**Problem requirements**:
Which lines below hold the word "above"? Report each one.
·····
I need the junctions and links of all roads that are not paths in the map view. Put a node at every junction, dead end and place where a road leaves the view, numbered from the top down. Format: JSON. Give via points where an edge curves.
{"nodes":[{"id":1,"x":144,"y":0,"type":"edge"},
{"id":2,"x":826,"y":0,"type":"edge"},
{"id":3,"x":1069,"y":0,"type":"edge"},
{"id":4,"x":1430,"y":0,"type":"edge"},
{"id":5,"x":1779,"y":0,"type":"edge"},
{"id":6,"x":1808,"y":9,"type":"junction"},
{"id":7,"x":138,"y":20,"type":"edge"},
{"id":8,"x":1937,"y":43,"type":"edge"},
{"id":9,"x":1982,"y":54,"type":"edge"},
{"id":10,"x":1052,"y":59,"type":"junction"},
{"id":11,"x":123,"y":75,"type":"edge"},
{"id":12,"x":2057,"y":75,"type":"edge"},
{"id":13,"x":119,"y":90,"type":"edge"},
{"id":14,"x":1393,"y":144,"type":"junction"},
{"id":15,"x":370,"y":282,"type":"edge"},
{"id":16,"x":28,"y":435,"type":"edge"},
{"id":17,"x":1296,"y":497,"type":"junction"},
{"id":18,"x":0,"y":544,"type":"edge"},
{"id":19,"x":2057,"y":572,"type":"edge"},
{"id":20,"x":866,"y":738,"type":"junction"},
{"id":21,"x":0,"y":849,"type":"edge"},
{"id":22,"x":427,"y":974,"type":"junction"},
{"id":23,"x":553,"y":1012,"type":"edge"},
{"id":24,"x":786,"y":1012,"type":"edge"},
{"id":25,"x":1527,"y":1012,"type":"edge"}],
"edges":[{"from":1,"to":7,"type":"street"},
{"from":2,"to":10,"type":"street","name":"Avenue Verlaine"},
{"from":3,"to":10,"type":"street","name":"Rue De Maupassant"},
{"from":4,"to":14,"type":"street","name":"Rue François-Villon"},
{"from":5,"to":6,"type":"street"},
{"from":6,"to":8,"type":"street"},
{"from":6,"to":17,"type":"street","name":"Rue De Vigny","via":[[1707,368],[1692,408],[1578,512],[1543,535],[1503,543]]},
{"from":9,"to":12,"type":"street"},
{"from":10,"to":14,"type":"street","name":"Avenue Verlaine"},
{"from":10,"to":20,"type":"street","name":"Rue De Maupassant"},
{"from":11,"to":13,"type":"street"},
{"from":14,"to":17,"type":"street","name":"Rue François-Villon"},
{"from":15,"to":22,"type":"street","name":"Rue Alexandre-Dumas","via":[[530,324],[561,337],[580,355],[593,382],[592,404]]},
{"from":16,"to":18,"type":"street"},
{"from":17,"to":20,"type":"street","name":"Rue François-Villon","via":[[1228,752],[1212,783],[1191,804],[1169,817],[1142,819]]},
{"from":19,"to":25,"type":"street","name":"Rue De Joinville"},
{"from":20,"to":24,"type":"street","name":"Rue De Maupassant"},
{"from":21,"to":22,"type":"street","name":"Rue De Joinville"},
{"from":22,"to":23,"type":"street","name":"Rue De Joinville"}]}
·····
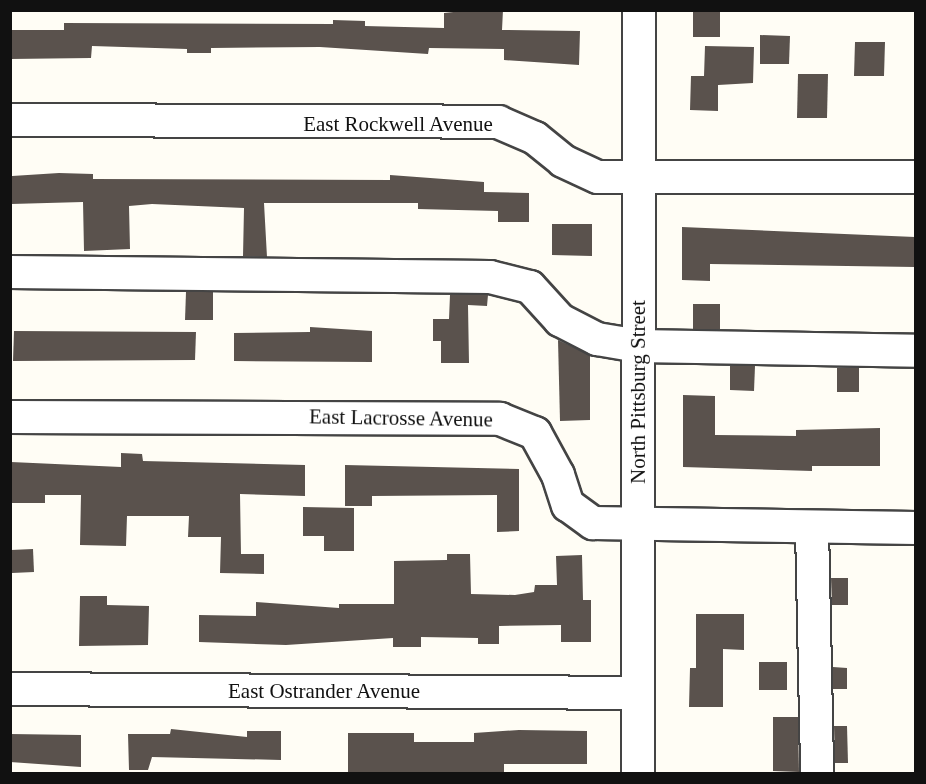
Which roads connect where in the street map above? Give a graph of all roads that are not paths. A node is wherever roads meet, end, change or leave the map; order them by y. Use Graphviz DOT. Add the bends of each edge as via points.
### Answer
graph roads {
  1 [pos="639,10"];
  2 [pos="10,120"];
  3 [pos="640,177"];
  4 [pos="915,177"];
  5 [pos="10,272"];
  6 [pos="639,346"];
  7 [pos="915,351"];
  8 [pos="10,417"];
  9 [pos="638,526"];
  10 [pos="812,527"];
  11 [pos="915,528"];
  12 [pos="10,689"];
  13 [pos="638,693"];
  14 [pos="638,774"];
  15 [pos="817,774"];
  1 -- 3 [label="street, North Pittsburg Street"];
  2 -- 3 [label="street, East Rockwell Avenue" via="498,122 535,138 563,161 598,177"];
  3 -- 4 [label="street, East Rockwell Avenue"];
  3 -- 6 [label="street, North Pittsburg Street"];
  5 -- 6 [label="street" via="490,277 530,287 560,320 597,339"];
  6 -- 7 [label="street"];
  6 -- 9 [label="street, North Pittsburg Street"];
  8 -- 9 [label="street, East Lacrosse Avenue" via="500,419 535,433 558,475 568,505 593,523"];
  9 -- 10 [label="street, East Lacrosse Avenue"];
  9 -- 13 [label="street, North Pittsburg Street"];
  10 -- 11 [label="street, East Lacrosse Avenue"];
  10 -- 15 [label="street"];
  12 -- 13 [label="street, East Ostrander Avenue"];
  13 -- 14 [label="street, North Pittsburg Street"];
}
·····
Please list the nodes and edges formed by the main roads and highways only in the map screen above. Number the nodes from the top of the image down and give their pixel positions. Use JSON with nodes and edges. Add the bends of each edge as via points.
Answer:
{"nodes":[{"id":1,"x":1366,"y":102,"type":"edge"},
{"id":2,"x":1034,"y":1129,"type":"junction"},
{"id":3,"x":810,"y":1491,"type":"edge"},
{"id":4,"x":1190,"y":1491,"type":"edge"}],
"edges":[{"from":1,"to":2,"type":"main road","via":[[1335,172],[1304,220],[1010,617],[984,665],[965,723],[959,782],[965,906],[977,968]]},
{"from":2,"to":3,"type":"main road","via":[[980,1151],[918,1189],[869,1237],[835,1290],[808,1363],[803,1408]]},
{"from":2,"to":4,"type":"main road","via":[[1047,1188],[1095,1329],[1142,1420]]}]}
·····
**Reply**:
Which roads connect where in the street map above? Give a graph of all roads that are not paths. A node is wherever roads meet, end, change or leave the map; order them by y. Use Graphviz DOT. Add the bends of each edge as via points.
Please list the nodes and edges formed by the main roads and highways only in the map screen above. Number the nodes from the top of the image down and give their pixel positions. Use JSON with nodes and edges. Add the bends of each edge as via points.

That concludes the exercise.